The records that follow are to be repeated exactly, with the pictures removed.

* **EXERCISE INPUTS**
((

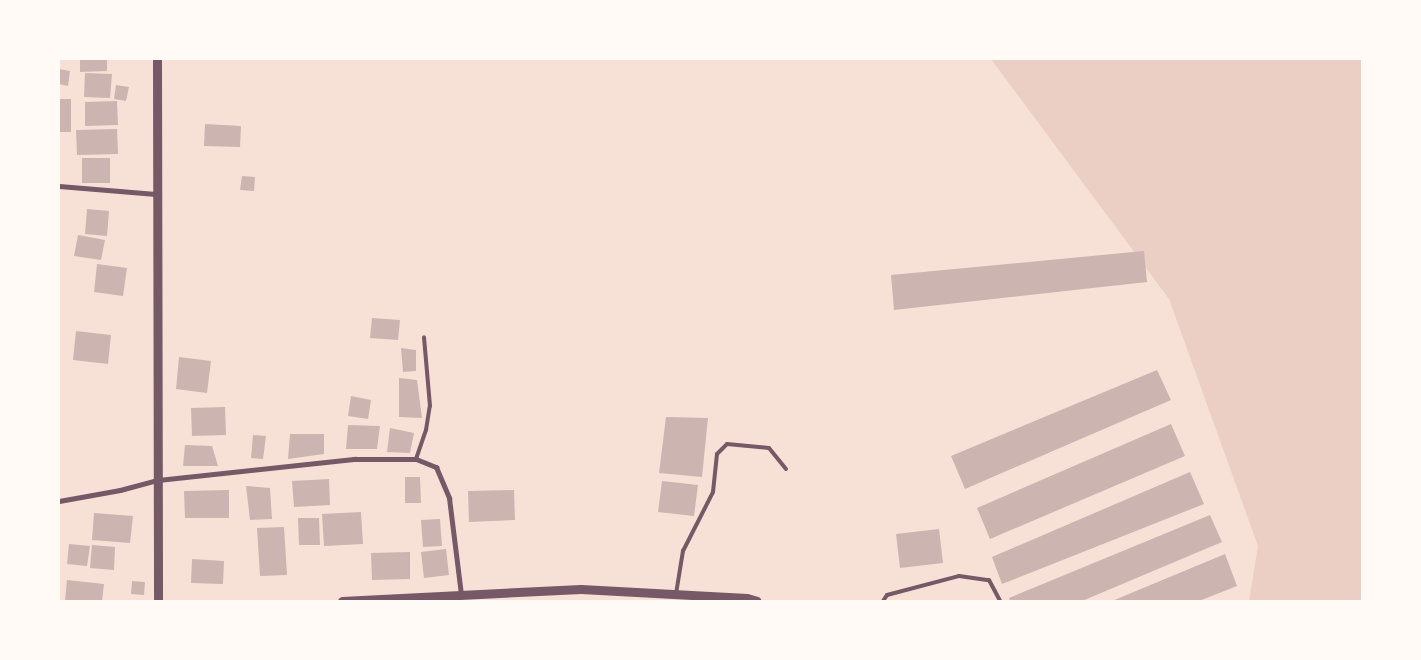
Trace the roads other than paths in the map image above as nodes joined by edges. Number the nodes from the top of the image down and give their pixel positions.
1 (157, 59) edge
2 (59, 186) edge
3 (156, 194) junction
4 (424, 337) dead end
5 (416, 459) junction
6 (786, 469) dead end
7 (158, 480) junction
8 (59, 501) edge
9 (676, 594) junction
10 (461, 596) junction
11 (158, 601) edge
12 (342, 601) edge
13 (757, 601) edge
14 (883, 601) edge
15 (1000, 601) edge

1 - 3 street
2 - 3 street
3 - 7 street
4 - 5 lane
5 - 7 street
5 - 10 street
6 - 9 lane
7 - 8 street
7 - 11 street
9 - 10 street
9 - 13 street
10 - 12 street
14 - 15 lane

))

* **EXERCISE SOLUTION**
Trace the roads other than paths in the map image above as nodes joined by edges. Number the nodes from the top of the image down and give their pixel positions.
1 (157, 59) edge
2 (59, 186) edge
3 (156, 194) junction
4 (424, 337) dead end
5 (416, 459) junction
6 (786, 469) dead end
7 (158, 480) junction
8 (59, 501) edge
9 (676, 594) junction
10 (461, 596) junction
11 (158, 601) edge
12 (342, 601) edge
13 (757, 601) edge
14 (883, 601) edge
15 (1000, 601) edge

1 - 3 street
2 - 3 street
3 - 7 street
4 - 5 lane
5 - 7 street
5 - 10 street
6 - 9 lane
7 - 8 street
7 - 11 street
9 - 10 street
9 - 13 street
10 - 12 street
14 - 15 lane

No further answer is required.